[Stored items]
>>>>>

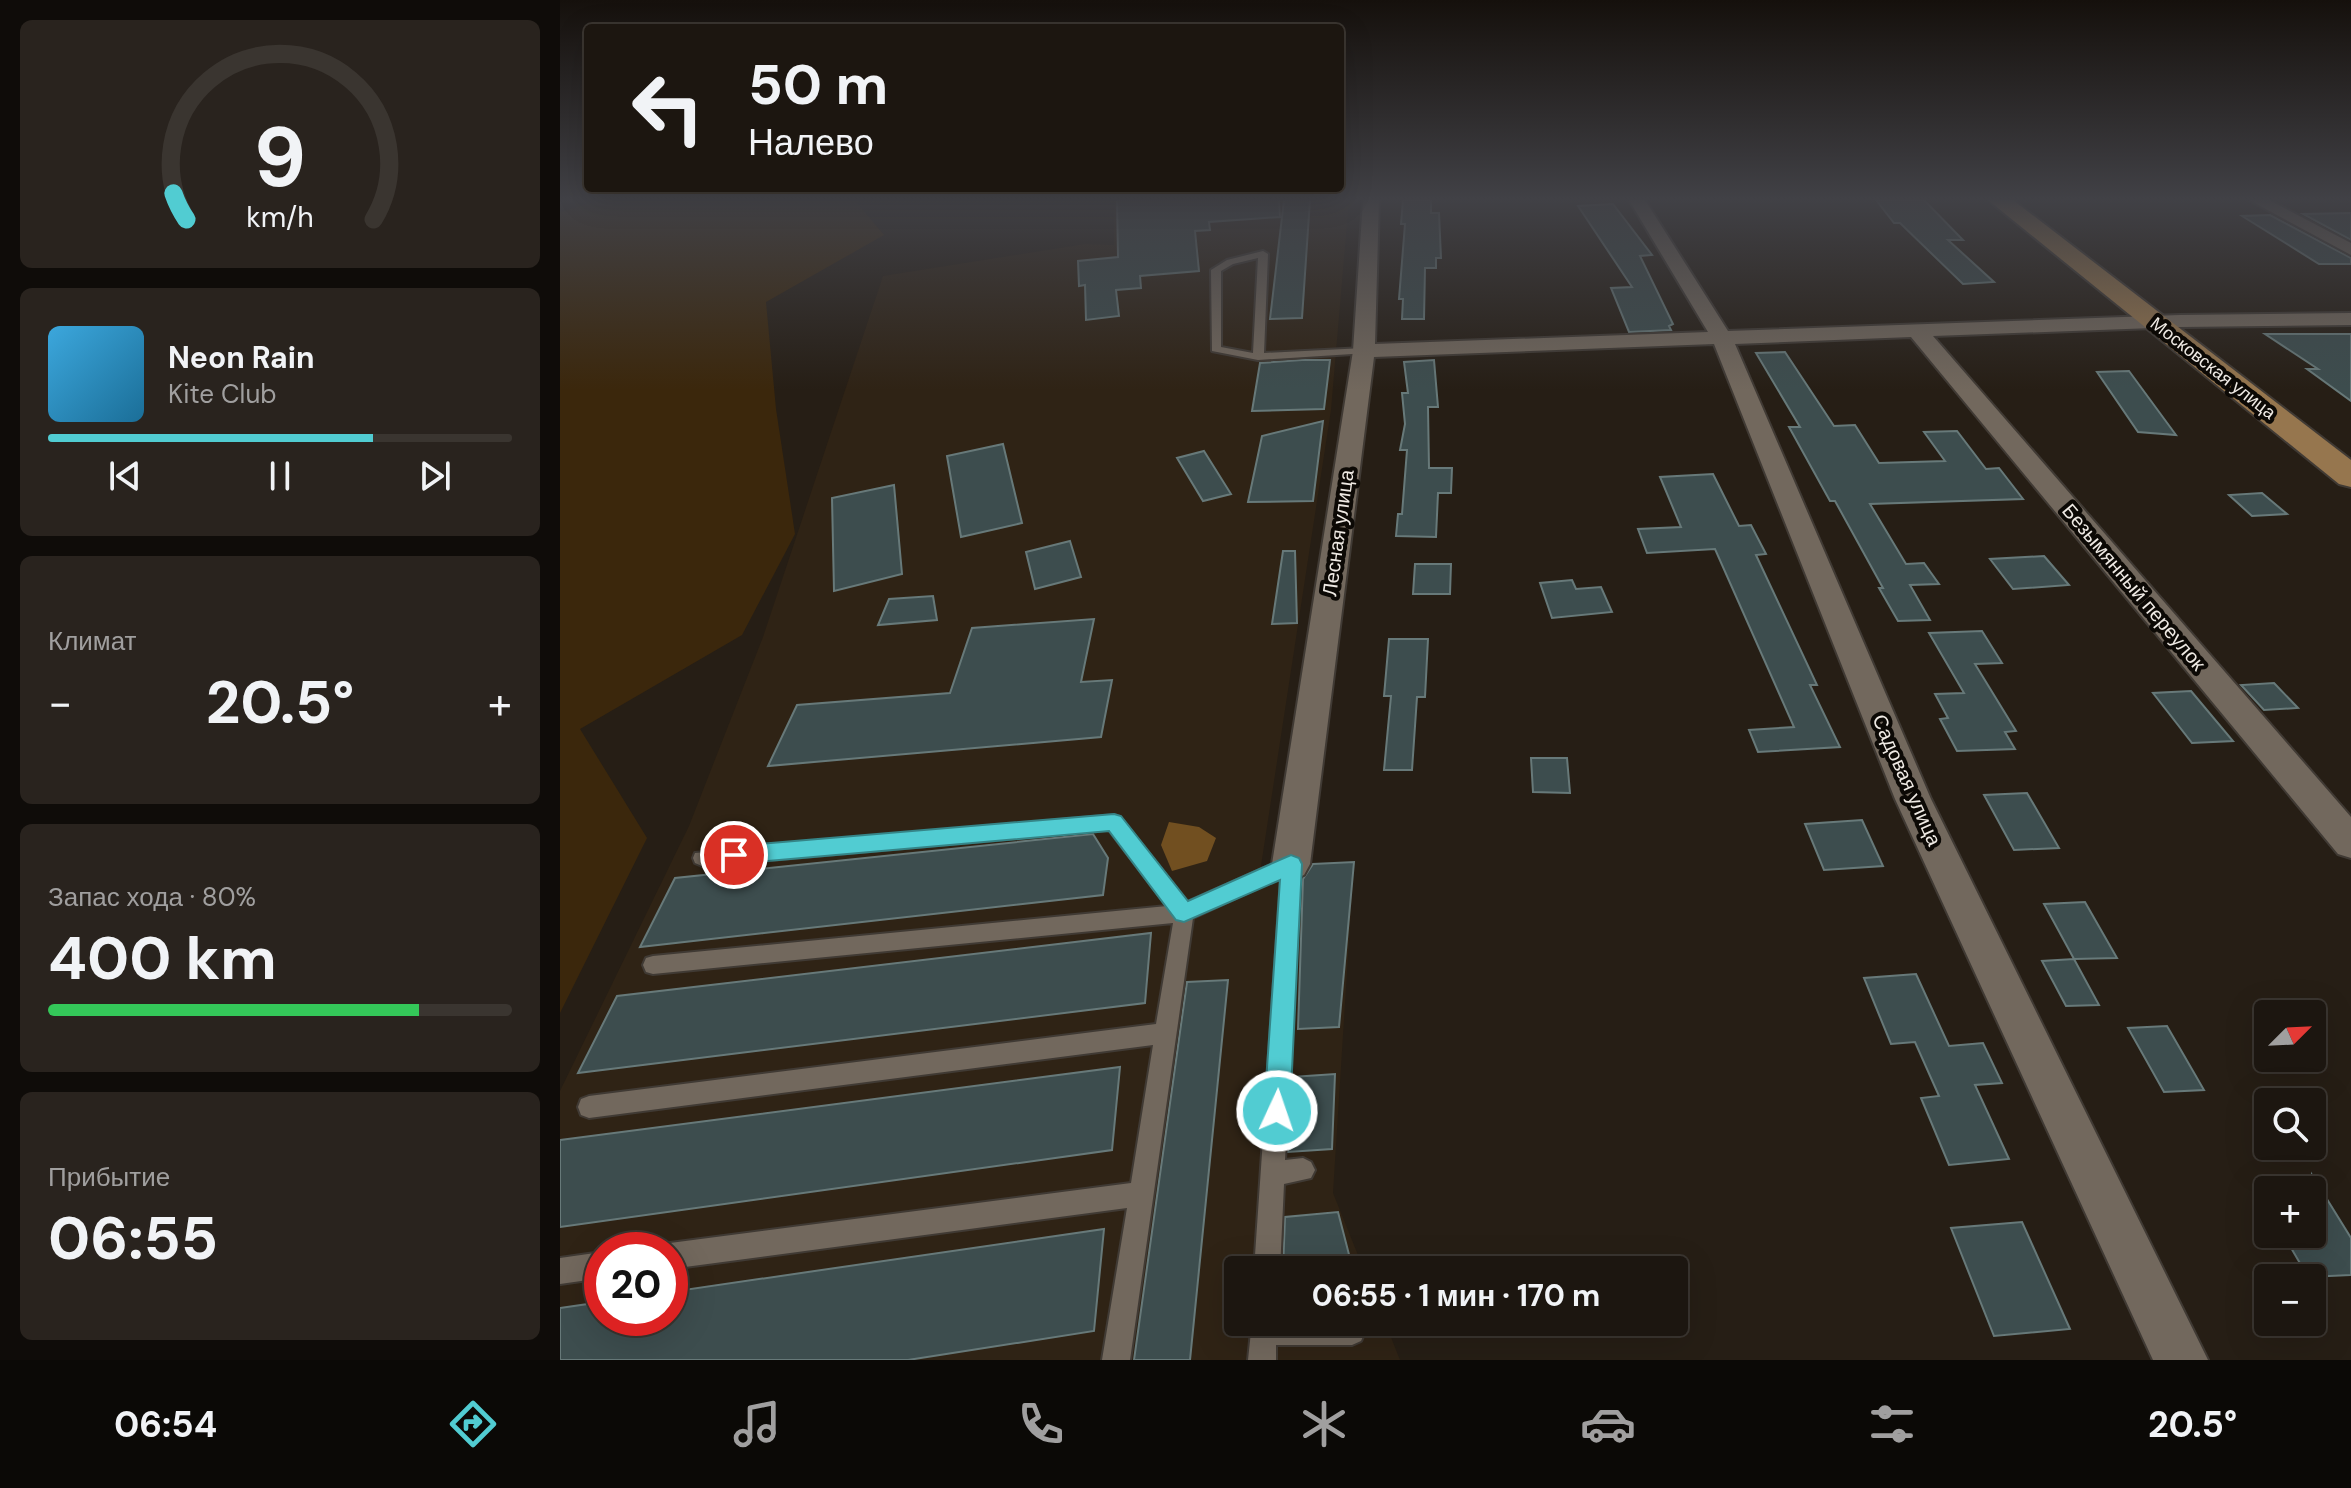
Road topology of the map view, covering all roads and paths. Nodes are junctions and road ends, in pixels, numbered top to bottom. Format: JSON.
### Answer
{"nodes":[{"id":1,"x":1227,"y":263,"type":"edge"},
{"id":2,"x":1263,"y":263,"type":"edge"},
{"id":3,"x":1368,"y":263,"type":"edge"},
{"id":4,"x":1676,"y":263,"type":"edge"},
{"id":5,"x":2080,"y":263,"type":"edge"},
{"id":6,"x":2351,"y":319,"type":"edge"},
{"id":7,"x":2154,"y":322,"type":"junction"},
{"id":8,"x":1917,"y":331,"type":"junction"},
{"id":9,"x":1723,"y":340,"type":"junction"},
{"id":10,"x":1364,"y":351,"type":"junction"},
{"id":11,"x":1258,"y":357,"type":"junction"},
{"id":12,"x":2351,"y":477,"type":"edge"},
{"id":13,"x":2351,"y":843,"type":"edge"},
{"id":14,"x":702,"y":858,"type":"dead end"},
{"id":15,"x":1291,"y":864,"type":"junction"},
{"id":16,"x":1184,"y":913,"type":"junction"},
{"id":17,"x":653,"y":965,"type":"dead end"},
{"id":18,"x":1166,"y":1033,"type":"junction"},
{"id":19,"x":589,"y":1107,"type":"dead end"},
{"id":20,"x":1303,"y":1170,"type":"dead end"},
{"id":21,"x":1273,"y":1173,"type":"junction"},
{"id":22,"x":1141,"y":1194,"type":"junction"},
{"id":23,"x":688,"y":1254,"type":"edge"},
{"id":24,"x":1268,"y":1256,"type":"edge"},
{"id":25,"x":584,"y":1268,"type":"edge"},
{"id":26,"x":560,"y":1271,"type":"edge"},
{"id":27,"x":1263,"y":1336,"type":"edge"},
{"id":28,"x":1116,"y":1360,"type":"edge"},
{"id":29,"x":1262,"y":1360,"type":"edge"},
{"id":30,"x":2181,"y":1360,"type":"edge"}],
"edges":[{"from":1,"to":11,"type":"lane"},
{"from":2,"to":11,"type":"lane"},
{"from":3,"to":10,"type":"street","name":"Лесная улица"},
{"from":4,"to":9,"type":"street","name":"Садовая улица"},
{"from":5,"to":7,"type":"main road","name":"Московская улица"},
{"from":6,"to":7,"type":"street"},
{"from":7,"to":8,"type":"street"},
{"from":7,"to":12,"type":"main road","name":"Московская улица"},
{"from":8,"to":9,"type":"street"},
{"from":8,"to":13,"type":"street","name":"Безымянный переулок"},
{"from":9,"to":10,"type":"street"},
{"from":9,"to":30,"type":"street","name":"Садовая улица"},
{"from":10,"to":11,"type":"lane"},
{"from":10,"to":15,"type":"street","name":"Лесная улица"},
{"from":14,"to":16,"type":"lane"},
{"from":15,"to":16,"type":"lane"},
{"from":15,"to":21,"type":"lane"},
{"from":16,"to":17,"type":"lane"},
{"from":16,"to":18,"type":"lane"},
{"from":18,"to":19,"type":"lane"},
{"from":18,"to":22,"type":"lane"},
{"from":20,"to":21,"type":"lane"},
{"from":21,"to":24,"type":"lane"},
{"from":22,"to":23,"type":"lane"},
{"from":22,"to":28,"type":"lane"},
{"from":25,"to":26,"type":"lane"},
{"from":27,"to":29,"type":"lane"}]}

<<<<<

_Try it_
Every line in the data that holds the string "Лесная" should be returned.

_Written solution_
{"from":3,"to":10,"type":"street","name":"Лесная улица"},
{"from":10,"to":15,"type":"street","name":"Лесная улица"},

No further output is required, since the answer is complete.